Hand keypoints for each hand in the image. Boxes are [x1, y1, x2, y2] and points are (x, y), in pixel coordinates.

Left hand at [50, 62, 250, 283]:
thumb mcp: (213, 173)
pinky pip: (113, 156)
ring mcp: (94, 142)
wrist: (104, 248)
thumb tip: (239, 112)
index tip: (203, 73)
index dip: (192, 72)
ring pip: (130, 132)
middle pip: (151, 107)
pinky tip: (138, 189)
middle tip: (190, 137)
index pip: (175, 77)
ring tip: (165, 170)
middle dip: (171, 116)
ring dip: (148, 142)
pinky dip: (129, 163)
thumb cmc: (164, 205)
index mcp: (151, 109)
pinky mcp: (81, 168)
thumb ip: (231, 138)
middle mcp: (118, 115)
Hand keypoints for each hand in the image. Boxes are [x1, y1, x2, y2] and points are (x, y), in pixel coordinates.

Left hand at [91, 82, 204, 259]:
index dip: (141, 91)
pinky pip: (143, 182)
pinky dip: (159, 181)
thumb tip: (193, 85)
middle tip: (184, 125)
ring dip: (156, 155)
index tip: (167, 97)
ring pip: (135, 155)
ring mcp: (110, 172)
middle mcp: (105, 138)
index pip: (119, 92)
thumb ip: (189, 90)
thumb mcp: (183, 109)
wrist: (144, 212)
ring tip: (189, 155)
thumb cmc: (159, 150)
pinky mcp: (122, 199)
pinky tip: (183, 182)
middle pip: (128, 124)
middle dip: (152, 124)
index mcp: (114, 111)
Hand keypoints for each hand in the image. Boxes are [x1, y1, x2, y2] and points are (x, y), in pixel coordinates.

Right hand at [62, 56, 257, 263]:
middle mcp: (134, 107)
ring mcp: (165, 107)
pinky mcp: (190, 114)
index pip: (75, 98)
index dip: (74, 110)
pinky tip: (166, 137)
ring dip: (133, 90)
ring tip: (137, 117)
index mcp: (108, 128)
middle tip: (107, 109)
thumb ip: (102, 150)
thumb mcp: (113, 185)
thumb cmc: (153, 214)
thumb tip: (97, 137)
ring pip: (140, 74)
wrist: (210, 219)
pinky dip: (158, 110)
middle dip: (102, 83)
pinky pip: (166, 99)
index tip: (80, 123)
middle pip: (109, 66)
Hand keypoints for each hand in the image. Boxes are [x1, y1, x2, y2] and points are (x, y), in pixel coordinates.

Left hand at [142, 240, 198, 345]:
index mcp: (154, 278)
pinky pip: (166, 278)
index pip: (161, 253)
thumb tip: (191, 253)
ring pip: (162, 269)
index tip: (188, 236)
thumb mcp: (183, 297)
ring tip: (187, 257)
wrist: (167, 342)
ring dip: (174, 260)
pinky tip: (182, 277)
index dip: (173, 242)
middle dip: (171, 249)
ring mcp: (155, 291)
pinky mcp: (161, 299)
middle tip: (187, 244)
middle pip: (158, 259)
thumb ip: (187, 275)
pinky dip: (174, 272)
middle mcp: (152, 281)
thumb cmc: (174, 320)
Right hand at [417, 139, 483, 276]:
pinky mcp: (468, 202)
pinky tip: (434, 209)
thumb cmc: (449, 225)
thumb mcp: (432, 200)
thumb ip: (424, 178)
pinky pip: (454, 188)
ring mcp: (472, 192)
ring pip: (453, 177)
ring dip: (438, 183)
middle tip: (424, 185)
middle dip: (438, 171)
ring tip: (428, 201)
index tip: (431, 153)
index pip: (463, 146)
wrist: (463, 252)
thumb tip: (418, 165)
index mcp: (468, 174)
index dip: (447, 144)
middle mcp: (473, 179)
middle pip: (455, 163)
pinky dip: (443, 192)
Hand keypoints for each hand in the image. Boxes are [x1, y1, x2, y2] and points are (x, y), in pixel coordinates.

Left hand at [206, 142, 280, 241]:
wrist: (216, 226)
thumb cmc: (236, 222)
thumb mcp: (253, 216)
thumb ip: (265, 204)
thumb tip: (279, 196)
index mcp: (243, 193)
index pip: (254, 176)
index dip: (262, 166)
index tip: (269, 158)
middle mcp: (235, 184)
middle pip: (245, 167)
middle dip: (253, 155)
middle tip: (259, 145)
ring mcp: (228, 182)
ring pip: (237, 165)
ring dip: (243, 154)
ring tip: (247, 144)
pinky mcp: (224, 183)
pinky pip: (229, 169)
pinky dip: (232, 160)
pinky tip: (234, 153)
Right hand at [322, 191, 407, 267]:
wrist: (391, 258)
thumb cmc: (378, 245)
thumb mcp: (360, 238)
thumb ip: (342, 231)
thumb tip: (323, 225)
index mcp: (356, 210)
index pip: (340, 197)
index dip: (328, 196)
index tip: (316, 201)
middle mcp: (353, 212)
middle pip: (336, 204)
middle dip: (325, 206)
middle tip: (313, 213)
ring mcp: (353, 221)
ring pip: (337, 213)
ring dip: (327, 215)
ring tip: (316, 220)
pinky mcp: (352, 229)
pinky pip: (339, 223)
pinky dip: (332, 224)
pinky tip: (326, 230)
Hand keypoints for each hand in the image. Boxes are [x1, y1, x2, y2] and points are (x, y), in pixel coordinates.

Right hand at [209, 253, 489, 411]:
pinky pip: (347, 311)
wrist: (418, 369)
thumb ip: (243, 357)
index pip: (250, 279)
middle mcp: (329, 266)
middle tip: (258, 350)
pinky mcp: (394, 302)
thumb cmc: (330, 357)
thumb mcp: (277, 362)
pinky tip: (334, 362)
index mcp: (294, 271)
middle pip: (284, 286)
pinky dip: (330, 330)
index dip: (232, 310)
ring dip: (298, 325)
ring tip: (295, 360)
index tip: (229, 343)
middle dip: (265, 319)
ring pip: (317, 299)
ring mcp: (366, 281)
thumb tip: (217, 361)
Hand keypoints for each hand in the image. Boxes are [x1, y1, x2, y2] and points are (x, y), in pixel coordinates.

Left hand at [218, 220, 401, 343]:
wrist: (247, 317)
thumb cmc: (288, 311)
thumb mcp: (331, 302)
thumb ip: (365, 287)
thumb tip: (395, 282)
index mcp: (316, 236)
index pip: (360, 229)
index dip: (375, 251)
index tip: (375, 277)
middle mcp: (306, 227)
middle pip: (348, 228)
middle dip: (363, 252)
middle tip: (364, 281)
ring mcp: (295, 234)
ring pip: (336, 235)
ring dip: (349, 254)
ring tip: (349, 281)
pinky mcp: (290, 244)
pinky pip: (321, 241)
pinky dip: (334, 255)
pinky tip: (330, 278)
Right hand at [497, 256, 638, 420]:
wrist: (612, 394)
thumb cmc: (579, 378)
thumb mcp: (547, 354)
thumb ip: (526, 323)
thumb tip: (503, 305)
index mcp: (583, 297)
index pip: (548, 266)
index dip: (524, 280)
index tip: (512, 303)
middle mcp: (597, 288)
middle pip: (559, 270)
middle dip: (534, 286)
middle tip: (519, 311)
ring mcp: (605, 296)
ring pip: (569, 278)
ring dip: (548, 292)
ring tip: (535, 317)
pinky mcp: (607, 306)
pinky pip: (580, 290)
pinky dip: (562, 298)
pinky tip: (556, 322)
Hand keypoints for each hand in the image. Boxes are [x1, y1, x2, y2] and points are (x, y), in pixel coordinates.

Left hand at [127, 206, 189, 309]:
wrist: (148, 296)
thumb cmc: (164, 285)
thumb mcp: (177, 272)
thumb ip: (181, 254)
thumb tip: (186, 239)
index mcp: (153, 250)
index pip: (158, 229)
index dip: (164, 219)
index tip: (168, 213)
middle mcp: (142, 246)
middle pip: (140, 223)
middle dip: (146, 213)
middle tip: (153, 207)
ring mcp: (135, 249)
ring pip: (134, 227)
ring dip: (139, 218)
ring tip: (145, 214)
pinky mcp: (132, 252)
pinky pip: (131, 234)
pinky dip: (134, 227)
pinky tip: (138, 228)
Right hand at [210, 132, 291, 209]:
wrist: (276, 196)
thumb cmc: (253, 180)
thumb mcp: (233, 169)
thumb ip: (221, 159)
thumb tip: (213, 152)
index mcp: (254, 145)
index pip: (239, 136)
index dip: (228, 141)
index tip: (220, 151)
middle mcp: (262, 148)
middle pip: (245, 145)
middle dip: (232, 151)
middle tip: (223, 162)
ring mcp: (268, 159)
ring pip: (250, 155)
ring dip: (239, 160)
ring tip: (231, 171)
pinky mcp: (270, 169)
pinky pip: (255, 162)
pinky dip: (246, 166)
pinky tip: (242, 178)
══════
▶ _WORK REQUEST_
With the first line being the one containing "pinky mcp: (224, 183)" and the last line the one containing "pinky tip: (326, 230)", transcribe exactly the lines above that fall in that range.

▶ _FINISHED EXERCISE_
pinky mcp: (224, 183)
pinky pip: (229, 169)
pinky dip: (232, 160)
pinky tip: (234, 153)
Right hand at [322, 191, 407, 267]:
wrist: (391, 258)
thumb cmc: (378, 245)
thumb mcp: (360, 238)
thumb ip: (342, 231)
thumb tip: (323, 225)
index mcp: (356, 210)
index pip: (340, 197)
index dip: (328, 196)
index tip: (316, 201)
middle mcp: (353, 212)
middle pip: (336, 204)
middle dip: (325, 206)
middle tip: (313, 213)
ring mcp: (353, 221)
ring pip: (337, 213)
ring dip: (327, 215)
ring tip: (316, 220)
pinky mcp: (352, 229)
pinky pip: (339, 223)
pinky dip: (332, 224)
pinky tip: (326, 230)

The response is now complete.